Love of the Land
Love of the Land
Rolling hills, old barns with character, sunlit pastures, snow hi-lighting trees, and idyllic scenes of bucolic lives depicted by the artists in Love of the Land demonstrate humanity’s affinity for country life and our connection to the earth. Gladys Lux was very clear about her attraction to farms, rural life, and Nebraska. As a promising young artist, she was often asked, “Why don’t you leave Nebraska and go to a large city where the art world is cultivated, vibrant, and growing?” Her response always was, that while she enjoyed cities and traveling widely, she preferred rural living. Ms. Lux always wanted to return home to the Nebraska prairie and farmland that she loved.

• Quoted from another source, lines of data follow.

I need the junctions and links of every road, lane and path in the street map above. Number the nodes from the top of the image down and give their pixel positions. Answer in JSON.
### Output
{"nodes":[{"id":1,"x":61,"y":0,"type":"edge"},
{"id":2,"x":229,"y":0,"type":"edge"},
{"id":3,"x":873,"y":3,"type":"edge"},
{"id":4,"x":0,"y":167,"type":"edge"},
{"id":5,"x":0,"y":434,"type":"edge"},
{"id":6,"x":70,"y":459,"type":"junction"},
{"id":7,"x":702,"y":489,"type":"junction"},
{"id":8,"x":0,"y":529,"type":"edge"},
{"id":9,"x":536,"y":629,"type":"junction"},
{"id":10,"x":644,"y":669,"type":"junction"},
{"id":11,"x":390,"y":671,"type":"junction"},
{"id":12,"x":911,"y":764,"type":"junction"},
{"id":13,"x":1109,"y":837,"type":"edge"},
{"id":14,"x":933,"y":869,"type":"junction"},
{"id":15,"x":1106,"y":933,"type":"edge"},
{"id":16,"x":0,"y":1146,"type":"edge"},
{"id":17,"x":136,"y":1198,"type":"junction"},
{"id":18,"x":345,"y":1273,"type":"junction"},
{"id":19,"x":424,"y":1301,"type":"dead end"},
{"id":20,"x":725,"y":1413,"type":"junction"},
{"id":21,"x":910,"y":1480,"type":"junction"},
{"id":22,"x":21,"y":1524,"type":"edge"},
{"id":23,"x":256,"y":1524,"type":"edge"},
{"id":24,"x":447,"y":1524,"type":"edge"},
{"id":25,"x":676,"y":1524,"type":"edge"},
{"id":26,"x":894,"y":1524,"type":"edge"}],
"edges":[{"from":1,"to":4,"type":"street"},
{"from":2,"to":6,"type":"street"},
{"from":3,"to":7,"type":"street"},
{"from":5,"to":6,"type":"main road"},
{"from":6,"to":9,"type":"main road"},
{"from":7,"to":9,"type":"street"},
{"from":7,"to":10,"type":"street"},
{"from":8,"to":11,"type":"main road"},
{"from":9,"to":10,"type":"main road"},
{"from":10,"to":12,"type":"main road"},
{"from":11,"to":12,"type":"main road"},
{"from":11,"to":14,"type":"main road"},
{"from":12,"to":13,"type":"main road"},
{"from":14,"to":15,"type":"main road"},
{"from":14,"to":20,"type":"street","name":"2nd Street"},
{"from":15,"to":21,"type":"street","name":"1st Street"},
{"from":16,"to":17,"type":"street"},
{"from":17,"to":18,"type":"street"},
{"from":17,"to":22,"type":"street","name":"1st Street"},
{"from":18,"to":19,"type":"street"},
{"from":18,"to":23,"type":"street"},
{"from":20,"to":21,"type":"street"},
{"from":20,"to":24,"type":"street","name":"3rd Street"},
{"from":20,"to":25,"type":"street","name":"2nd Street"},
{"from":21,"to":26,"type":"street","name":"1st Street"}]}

Gladys Lux is considered a Regionalist artist because much of her artwork depicts American life in rural settings. Her serigraph print titled Shocking, in Love of the Land, is of the Lux family farm near Wood River, Nebraska where Ms. Lux grew up. In the print, Ms. Lux is the figure in the foreground and other family members are in the background, all are gathering the cut wheat and stacking it in shocks. Artists Joe Jones, Peppino Mangravite, John deMartelly, and Thomas Hart Benton also created images of laboring in fields seen in Love of the Land. The prints by artists Samuel Margolies, Philip Kappel, Grant Wood, Martin Lewis, and Asa Cheffetz are contemplative portrayals of hushed and tranquil rural winter snow scenes.
The fore mentioned prints and others portraying Love of the Land may be seen in the LUX Print Gallery on the second floor of the LUX Center for the Arts from January 3 to May 7, 2019. The exhibition is curated by Susan Soriente, Curator of the Gladys Lux Print Collection.